09 Mar 2015 - {{hitsCtrl.values.hits}}      

We continue with the last part of our four-part study on how to make right decisions. We discussed at length the tools and techniques the professional uses to arrive at right solutions.


Step 4: Choose the best alternative
After you have evaluated the alternatives, the next step is to choose between them. The choice may be obvious. However, if it isn’t, these tools will help:
Decision Matrix Analysis: Decision Matrix Analysis is a key tool for this type of evaluation. It’s invaluable because it helps you bring disparate factors into your decision-making process in a reliable and rigorous way. How do you get around with this tool?  There are a few steps.

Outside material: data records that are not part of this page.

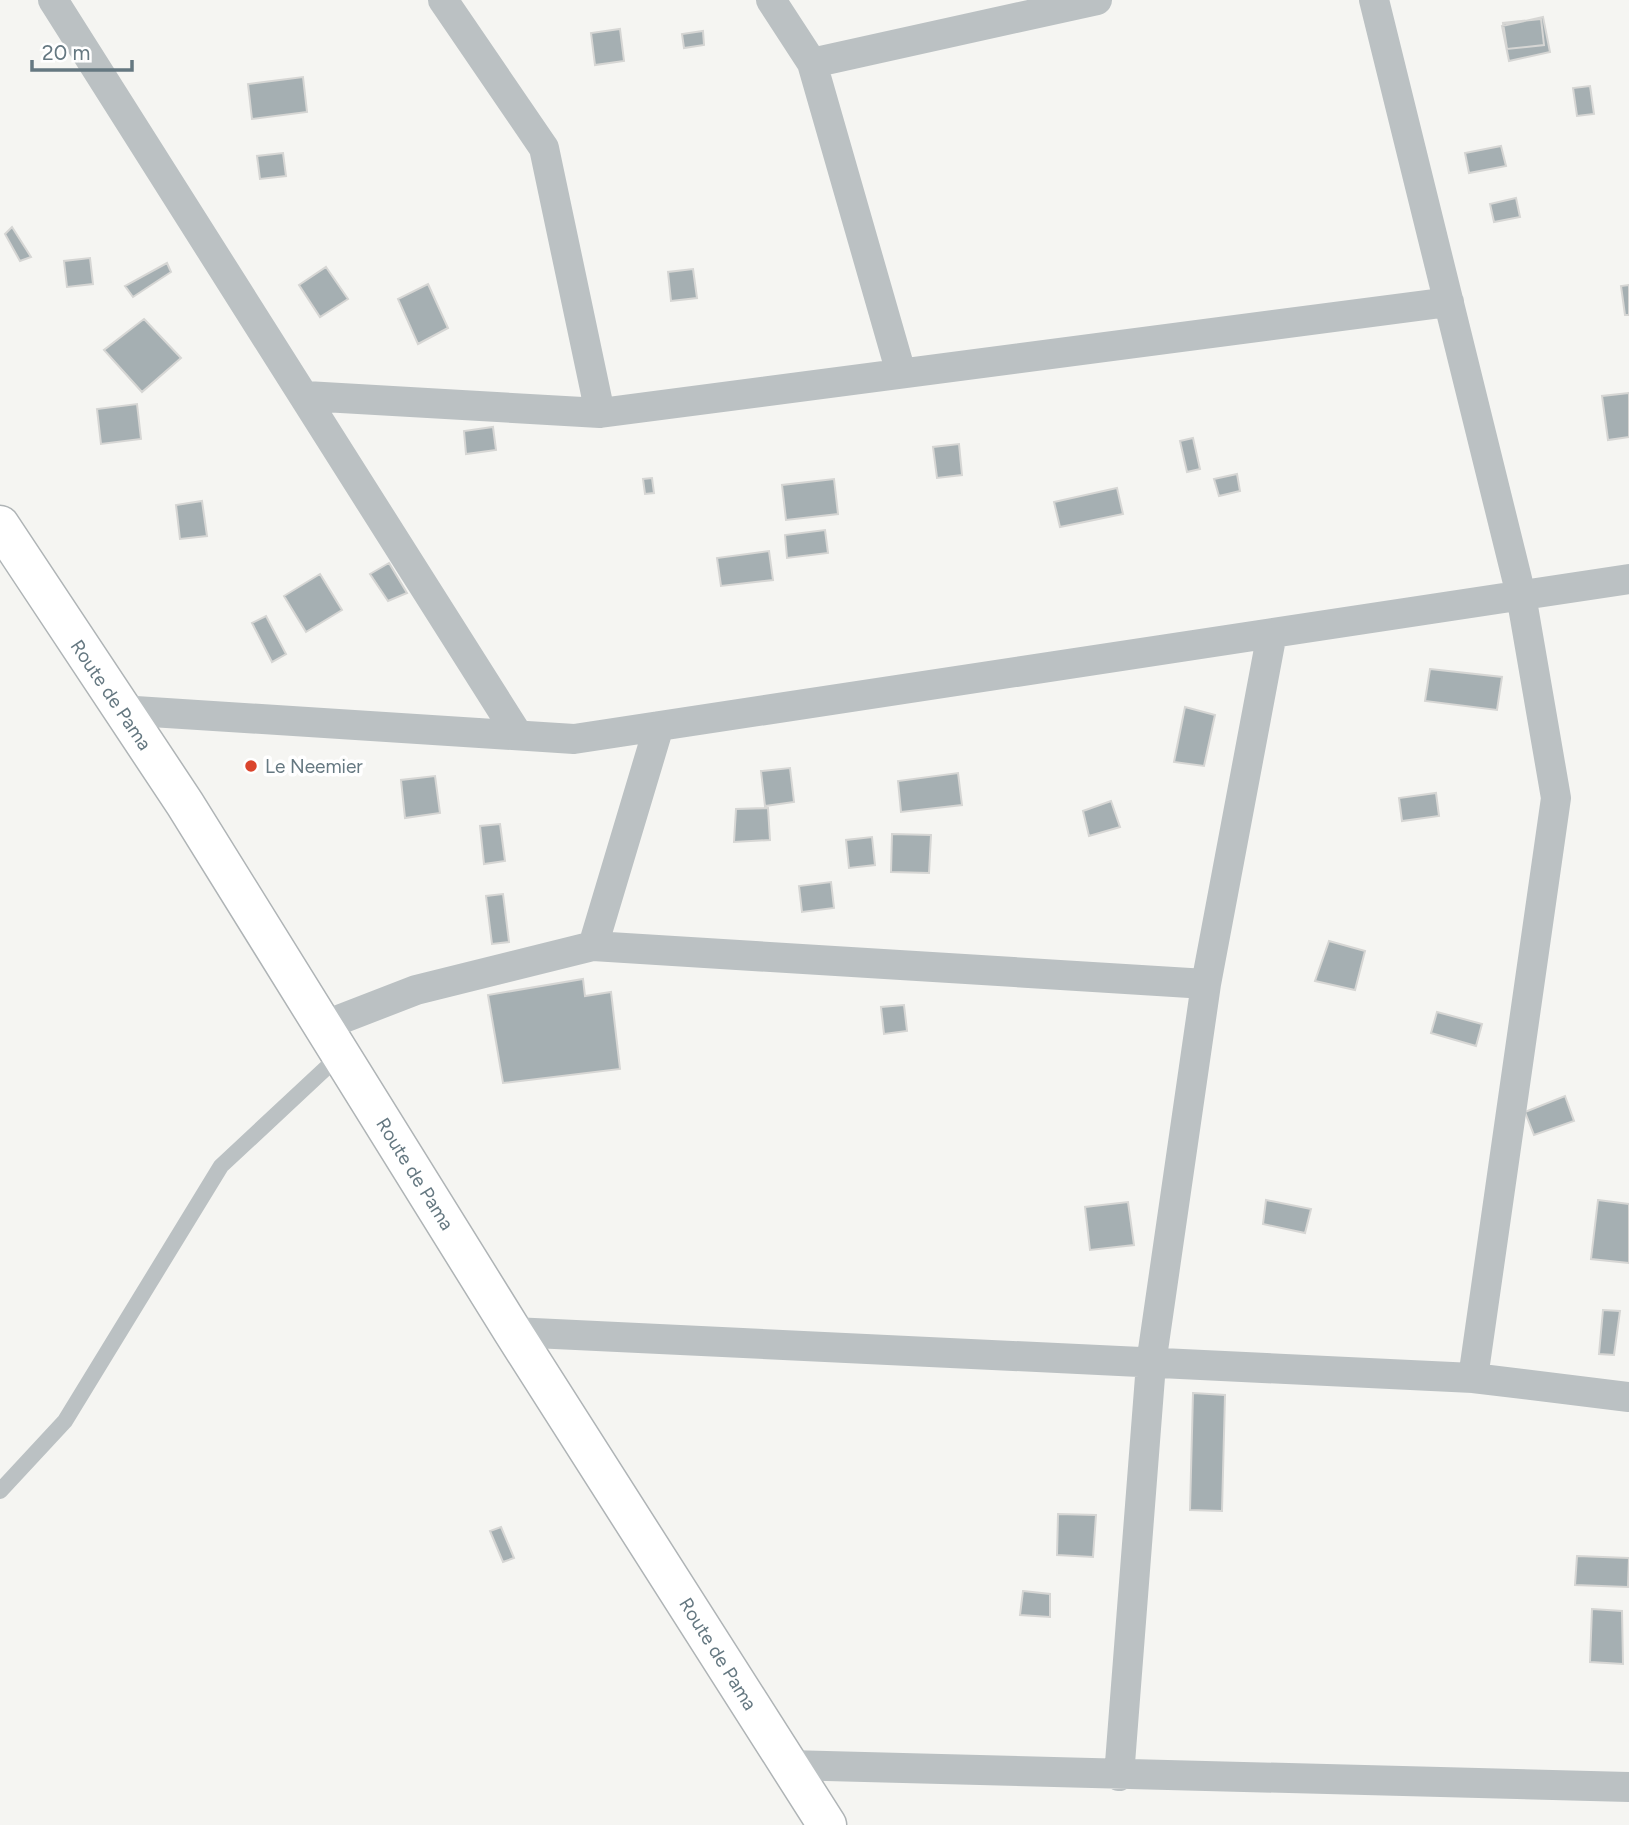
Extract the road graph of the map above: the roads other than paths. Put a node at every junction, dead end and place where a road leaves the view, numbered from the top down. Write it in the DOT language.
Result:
graph roads {
  1 [pos="53,0"];
  2 [pos="443,0"];
  3 [pos="771,0"];
  4 [pos="1097,0"];
  5 [pos="1374,0"];
  6 [pos="812,63"];
  7 [pos="1449,302"];
  8 [pos="901,373"];
  9 [pos="306,396"];
  10 [pos="600,413"];
  11 [pos="0,526"];
  12 [pos="1629,579"];
  13 [pos="1521,595"];
  14 [pos="1272,633"];
  15 [pos="120,710"];
  16 [pos="659,726"];
  17 [pos="518,735"];
  18 [pos="593,946"];
  19 [pos="1206,984"];
  20 [pos="332,1040"];
  21 [pos="513,1332"];
  22 [pos="1151,1364"];
  23 [pos="1473,1378"];
  24 [pos="1629,1397"];
  25 [pos="0,1491"];
  26 [pos="788,1765"];
  27 [pos="1119,1776"];
  28 [pos="1629,1787"];
  29 [pos="827,1825"];
  1 -- 9 [label="street"];
  2 -- 10 [label="street"];
  3 -- 6 [label="street"];
  4 -- 6 [label="street"];
  5 -- 7 [label="street"];
  6 -- 8 [label="street"];
  7 -- 8 [label="street"];
  7 -- 13 [label="street"];
  8 -- 10 [label="street"];
  9 -- 10 [label="street"];
  9 -- 17 [label="street"];
  11 -- 15 [label="highway, Route de Pama"];
  12 -- 13 [label="street"];
  13 -- 14 [label="street"];
  13 -- 23 [label="street"];
  14 -- 16 [label="street"];
  14 -- 19 [label="street"];
  15 -- 17 [label="street"];
  15 -- 20 [label="highway, Route de Pama"];
  16 -- 17 [label="street"];
  16 -- 18 [label="street"];
  18 -- 19 [label="street"];
  18 -- 20 [label="street"];
  19 -- 22 [label="street"];
  20 -- 21 [label="highway, Route de Pama"];
  20 -- 25 [label="lane"];
  21 -- 22 [label="street"];
  21 -- 26 [label="highway, Route de Pama"];
  22 -- 23 [label="street"];
  22 -- 27 [label="street"];
  23 -- 24 [label="street"];
  26 -- 27 [label="street"];
  26 -- 29 [label="highway, Route de Pama"];
  27 -- 28 [label="street"];
}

(1) Brainstorm the evaluation criteria appropriate to the situation. If possible, involve customers in this process. (2) Discuss and refine the list of criteria. Identify any criteria that must be included and any that must not be included. (3) Reduce the list of criteria to those that the team believes are most important. (4) Assign a relative weight to each criterion based on how important that criterion is to the situation. Do this by distributing 10 points among the criteria. The assignment can be done by discussion and consensus. (5) Or each member can assign weights, then the numbers for each criterion are added for a composite team weighting. Draw an L-shaped matrix. Write the criteria and their weights as labels along one edge and the list of options along the other edge. Usually, whichever group has fewer items occupies the vertical edge. (6) Evaluate each choice against the criteria. Make sure that your rating scales are consistent. Word your criteria and set the scales so that the high end of the scale (5 or 3) is always the rating that would tend to make you select that option: most impact on customers, greatest importance, least difficulty, greatest likelihood of success.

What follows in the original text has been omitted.